Jenny, sososleepy gave some good advice and the only thing I thought right off the bat is to NOT tell him when you are ovulating. I don't really discuss the trying to conceive ins and outs with my boyfriend as it just takes all the fun out for him. I guess the most important thing is taking the pressure off for him...It's not like there is that only ONE time you have s_x to get pg, it could be the day before, 2 days before or day of. I've heard weirder stories of women falling pregnant that didn't seem to get close to O. Good luck!!!


Jenny K. - February 22

Thanks for the help! I really appreciate it. I put all of my monitor stuff where he can't see it, and we had a long talk on Sunday, and he said he would prefer not to know when I am O'ing.

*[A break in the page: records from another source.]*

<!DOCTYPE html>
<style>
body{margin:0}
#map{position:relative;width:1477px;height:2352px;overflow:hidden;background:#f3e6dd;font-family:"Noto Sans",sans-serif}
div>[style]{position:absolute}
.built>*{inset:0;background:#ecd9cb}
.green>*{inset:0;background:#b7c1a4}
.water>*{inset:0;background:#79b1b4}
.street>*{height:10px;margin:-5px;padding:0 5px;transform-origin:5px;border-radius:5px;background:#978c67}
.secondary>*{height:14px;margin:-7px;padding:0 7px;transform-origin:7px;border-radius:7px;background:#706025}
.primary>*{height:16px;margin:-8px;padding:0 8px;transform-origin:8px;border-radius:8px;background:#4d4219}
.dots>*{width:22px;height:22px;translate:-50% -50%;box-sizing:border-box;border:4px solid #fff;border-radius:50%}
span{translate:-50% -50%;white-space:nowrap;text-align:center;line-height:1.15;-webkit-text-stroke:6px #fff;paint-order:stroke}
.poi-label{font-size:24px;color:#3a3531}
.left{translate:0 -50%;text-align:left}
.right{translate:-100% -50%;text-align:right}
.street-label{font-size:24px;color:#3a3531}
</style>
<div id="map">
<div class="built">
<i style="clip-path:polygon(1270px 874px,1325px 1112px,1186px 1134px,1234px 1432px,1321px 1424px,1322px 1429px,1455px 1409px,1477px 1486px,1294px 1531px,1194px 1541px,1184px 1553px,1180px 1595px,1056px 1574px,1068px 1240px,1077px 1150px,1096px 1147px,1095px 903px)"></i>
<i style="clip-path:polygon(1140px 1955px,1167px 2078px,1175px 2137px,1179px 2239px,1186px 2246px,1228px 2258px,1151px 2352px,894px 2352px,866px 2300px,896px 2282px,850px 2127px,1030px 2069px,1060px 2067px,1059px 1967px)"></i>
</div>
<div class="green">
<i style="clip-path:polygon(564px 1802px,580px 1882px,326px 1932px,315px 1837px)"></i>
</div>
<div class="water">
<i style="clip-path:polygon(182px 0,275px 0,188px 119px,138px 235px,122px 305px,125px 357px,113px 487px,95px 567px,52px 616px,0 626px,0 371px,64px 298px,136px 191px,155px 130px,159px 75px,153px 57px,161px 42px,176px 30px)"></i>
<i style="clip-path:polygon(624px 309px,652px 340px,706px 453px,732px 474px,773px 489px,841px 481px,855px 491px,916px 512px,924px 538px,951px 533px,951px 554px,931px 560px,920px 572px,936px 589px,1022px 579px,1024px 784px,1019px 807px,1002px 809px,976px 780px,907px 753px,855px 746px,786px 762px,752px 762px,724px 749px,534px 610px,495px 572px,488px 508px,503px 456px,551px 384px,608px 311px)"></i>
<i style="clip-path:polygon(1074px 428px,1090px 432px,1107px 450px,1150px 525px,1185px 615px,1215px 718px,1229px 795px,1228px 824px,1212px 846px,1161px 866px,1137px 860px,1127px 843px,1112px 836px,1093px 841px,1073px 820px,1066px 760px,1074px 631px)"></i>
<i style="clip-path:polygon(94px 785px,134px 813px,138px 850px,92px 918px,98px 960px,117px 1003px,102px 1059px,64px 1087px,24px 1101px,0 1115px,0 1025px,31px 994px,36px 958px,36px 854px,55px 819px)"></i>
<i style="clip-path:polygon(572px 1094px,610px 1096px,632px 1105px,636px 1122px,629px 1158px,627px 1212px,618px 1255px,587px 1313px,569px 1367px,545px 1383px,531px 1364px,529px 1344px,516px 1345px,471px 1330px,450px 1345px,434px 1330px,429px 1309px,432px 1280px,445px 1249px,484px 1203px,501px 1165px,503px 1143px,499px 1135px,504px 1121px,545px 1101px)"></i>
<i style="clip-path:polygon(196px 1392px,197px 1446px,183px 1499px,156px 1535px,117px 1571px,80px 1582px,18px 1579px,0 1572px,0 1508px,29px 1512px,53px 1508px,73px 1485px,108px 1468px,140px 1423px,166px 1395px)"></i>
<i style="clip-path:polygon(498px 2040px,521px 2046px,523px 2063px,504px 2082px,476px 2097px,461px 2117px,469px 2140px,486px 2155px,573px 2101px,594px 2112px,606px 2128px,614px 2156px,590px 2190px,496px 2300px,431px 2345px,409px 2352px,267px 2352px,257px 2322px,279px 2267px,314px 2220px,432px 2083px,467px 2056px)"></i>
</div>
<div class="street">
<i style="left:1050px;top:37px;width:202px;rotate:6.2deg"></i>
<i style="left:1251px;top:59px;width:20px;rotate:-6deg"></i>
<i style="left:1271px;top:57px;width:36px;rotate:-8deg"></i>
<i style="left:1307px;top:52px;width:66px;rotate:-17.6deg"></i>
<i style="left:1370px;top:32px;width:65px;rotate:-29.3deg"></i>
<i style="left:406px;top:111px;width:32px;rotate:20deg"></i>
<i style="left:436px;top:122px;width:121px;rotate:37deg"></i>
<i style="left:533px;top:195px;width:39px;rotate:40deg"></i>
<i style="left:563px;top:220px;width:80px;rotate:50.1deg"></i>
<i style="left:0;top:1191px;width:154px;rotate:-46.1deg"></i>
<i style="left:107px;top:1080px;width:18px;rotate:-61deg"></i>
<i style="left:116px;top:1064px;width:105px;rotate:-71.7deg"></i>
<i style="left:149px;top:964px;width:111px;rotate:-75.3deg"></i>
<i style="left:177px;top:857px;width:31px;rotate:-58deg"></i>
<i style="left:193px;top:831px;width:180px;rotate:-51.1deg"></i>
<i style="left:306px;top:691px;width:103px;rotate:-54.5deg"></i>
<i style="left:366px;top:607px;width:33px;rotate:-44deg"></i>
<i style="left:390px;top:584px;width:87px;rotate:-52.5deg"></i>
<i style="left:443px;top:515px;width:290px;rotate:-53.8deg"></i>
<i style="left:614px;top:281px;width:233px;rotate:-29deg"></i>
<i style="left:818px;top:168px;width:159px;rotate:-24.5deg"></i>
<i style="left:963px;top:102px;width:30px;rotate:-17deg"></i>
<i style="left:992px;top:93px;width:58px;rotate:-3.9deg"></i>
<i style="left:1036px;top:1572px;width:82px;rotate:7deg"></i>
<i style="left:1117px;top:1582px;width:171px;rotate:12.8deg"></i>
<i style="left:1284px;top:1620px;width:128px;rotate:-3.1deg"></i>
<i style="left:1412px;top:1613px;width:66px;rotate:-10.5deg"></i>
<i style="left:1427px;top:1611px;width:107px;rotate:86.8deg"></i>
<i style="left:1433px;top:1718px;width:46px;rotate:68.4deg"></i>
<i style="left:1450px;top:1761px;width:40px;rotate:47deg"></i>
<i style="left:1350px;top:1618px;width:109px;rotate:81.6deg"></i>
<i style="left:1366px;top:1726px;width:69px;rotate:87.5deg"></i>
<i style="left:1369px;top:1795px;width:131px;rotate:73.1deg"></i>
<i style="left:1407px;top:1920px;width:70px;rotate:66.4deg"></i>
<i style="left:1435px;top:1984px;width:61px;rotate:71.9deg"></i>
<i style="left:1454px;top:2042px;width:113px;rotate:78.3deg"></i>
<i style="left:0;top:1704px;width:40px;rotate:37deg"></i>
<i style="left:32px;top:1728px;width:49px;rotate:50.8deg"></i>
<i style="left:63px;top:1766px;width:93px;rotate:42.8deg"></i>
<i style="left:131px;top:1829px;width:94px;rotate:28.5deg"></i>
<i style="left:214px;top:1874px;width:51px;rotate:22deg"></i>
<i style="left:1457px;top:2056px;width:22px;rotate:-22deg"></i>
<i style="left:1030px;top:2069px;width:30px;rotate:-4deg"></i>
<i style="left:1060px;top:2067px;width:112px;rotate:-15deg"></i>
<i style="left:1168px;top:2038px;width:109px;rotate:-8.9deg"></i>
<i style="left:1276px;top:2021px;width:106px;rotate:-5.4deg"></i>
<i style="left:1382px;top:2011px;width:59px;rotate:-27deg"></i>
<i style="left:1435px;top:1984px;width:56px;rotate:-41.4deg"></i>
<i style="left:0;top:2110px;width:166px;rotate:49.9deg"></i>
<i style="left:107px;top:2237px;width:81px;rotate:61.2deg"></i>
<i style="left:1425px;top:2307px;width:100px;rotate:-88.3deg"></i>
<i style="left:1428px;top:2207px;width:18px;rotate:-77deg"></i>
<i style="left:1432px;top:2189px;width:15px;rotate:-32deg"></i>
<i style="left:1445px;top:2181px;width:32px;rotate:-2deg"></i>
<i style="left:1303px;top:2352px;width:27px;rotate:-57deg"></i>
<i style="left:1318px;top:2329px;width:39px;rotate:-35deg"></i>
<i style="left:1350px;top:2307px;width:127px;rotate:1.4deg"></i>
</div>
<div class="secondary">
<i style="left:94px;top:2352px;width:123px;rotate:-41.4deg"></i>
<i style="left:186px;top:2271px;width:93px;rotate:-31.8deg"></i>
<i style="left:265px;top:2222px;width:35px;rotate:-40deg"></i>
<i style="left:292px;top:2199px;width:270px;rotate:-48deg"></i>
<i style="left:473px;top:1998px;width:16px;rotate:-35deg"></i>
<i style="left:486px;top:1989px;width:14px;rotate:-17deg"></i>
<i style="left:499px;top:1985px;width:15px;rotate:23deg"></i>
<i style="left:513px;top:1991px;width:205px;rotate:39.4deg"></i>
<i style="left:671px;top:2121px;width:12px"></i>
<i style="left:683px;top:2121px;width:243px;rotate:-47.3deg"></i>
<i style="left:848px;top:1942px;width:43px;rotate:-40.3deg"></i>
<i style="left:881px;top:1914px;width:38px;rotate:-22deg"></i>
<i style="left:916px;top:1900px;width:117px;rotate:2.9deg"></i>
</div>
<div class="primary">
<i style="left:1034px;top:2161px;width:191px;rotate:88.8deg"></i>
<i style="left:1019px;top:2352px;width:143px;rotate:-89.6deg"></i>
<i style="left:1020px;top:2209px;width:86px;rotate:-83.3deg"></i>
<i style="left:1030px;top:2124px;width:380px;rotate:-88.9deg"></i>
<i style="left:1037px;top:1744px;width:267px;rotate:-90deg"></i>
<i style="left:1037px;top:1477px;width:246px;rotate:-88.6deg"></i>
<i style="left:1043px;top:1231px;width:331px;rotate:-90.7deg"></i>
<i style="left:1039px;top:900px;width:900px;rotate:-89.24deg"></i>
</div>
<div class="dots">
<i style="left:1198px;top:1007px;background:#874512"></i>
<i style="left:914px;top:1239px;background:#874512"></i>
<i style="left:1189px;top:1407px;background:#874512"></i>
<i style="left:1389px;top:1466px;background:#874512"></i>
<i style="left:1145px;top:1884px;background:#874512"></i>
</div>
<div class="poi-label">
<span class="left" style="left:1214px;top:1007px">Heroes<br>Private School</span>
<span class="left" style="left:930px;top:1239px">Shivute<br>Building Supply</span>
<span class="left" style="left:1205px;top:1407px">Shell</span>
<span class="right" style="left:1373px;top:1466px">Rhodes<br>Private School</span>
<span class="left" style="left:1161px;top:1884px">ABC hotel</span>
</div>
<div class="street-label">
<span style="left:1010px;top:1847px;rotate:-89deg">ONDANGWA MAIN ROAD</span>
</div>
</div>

I'm not going to let him know next cycle. I just o'ed last weekend. Good luck to both of you and lots of baby dust!


Ivan Tam - February 22

Hi Jenny K. I was refered over by sososleepy for a male perspective. But I think stefkay gave some good advice. My wife didn't tell me that she was ovulating (even though I figured it out) when we had s_x. I think having s_x just for s_x is definitely less stressful than trying to get pregnant. I think your decision to hide your monitoring stuff is a good move. Having s_x more often might also help to hide when you're actually ovulating and put his mind more on the s_x. Good luck!


jalbert - February 22

When my husband and I were ttc #2, the same thing happened with us. I would get a positive opk and we had "deposit issues". I finally hid the opk's and told him I had stopped taking them (I actually took them to work with me and tested there!). Instantly, he was cured. LOL!! Once the pressure was off him, things were fine. If that doesn't help, maybe your husband could talk to his doctor or urologist?